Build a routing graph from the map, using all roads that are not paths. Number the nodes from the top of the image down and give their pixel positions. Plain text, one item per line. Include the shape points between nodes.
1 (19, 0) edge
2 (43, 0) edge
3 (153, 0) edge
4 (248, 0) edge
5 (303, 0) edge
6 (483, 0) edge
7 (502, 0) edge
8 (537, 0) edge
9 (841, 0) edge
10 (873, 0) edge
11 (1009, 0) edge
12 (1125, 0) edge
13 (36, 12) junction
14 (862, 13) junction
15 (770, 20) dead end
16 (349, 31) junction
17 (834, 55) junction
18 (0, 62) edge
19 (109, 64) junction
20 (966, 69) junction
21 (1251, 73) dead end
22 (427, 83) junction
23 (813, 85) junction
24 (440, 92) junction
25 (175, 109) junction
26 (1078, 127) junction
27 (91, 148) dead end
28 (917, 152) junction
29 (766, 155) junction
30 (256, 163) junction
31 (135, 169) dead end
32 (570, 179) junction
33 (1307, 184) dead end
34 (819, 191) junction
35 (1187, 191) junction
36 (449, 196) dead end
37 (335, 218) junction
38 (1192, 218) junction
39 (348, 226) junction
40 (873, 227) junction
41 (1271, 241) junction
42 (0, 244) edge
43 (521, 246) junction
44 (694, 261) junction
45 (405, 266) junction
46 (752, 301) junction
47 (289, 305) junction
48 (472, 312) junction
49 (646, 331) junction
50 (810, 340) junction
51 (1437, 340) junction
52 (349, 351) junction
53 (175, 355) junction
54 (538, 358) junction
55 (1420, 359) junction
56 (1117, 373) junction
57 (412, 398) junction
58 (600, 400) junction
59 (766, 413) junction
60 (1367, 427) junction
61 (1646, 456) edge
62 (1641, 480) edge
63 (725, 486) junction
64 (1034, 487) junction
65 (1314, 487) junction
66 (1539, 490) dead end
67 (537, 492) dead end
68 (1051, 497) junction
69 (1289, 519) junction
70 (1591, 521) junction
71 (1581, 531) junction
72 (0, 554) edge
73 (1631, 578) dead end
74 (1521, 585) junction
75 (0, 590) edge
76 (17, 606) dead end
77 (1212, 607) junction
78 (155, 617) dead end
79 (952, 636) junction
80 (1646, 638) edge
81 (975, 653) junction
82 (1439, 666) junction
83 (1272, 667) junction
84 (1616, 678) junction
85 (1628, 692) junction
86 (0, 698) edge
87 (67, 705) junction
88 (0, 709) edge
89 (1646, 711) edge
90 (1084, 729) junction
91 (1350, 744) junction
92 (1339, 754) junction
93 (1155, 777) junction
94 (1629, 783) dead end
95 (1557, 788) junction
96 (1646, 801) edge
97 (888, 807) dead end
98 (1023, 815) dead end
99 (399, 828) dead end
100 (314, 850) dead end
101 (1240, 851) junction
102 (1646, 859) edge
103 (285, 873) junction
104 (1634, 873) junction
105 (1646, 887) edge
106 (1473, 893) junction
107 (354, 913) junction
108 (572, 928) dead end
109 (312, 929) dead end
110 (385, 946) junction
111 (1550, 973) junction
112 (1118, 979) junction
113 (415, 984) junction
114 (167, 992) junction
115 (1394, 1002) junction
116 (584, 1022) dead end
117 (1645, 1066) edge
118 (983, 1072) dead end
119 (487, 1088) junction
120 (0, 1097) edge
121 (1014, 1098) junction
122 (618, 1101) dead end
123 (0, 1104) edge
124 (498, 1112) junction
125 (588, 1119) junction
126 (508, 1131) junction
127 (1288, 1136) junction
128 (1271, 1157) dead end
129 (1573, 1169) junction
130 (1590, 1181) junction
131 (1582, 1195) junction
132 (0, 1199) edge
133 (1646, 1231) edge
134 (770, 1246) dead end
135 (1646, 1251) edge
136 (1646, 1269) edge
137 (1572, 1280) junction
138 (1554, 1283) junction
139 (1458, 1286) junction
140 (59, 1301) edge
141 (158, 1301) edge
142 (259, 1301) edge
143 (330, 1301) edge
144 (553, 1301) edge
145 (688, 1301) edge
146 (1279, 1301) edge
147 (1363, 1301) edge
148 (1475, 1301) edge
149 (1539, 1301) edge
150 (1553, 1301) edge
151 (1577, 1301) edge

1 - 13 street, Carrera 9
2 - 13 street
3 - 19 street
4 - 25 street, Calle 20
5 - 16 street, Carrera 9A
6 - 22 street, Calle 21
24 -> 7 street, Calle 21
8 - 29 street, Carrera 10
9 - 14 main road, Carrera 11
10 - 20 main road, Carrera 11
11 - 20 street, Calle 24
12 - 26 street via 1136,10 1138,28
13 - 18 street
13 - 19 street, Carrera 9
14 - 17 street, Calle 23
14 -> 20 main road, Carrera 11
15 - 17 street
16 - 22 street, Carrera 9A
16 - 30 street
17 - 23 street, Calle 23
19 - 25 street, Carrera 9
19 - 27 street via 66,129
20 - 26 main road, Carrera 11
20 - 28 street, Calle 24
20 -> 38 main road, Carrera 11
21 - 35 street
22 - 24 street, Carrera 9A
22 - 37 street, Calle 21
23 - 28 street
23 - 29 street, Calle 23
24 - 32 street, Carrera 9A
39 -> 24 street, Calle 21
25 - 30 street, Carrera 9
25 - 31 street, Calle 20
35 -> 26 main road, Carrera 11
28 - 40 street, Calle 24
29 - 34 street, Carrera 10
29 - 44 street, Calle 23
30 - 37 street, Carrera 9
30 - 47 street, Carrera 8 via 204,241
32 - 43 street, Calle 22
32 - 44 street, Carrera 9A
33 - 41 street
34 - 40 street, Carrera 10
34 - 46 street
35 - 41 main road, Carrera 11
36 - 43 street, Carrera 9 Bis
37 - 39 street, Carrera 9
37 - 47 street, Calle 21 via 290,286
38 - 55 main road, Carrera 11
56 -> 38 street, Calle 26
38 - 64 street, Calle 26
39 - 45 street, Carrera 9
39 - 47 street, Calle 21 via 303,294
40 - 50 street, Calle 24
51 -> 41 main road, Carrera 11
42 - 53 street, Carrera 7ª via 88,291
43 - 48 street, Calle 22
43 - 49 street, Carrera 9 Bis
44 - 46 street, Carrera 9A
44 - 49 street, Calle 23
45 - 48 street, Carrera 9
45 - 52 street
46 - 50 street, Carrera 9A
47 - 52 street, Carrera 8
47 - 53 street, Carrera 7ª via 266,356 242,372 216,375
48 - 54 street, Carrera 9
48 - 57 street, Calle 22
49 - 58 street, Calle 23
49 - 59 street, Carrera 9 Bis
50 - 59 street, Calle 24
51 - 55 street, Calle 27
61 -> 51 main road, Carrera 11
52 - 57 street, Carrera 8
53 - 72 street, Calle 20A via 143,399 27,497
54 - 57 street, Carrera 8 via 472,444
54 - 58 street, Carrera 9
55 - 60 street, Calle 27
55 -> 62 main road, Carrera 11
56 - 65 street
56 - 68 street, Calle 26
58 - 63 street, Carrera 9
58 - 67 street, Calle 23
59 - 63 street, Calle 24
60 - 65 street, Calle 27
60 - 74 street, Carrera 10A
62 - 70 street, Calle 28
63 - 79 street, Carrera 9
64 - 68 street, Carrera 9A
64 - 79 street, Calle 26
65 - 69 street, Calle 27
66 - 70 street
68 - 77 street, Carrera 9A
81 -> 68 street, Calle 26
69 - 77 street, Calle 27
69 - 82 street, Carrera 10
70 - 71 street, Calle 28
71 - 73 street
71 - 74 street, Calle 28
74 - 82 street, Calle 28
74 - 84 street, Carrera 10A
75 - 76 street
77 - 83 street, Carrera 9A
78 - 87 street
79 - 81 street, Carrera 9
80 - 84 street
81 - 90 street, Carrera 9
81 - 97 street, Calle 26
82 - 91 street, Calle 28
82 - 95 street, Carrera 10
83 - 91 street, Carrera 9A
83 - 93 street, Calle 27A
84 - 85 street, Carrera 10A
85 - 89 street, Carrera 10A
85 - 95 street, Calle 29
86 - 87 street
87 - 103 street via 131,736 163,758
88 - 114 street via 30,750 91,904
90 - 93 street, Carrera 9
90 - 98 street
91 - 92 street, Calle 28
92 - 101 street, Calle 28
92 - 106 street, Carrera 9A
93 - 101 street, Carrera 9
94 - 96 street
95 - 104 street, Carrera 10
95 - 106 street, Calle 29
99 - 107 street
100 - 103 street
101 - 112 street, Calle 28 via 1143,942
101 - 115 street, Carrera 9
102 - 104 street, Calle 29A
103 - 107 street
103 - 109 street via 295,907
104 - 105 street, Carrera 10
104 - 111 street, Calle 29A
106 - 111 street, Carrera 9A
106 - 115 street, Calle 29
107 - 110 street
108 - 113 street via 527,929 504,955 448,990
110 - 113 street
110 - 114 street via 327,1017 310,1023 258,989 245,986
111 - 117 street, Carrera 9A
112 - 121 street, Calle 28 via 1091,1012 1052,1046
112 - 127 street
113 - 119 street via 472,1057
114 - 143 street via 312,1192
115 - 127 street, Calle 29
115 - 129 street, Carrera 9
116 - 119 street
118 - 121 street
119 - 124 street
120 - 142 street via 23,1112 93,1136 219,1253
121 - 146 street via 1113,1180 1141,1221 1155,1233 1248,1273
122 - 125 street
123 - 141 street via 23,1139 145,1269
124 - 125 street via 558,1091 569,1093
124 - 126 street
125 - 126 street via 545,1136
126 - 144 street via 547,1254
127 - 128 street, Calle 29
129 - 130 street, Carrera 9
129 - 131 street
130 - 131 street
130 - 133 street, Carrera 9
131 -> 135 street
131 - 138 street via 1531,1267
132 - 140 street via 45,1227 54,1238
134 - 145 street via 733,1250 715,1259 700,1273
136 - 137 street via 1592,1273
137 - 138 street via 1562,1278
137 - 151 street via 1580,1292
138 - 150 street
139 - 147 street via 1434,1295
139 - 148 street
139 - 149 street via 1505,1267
══════════════════════════════
# Directions for this task
Copy out every line of the listing where the word "main" occurs.

# Response to the exercise
9 - 14 main road, Carrera 11
10 - 20 main road, Carrera 11
14 -> 20 main road, Carrera 11
20 - 26 main road, Carrera 11
20 -> 38 main road, Carrera 11
35 -> 26 main road, Carrera 11
35 - 41 main road, Carrera 11
38 - 55 main road, Carrera 11
51 -> 41 main road, Carrera 11
61 -> 51 main road, Carrera 11
55 -> 62 main road, Carrera 11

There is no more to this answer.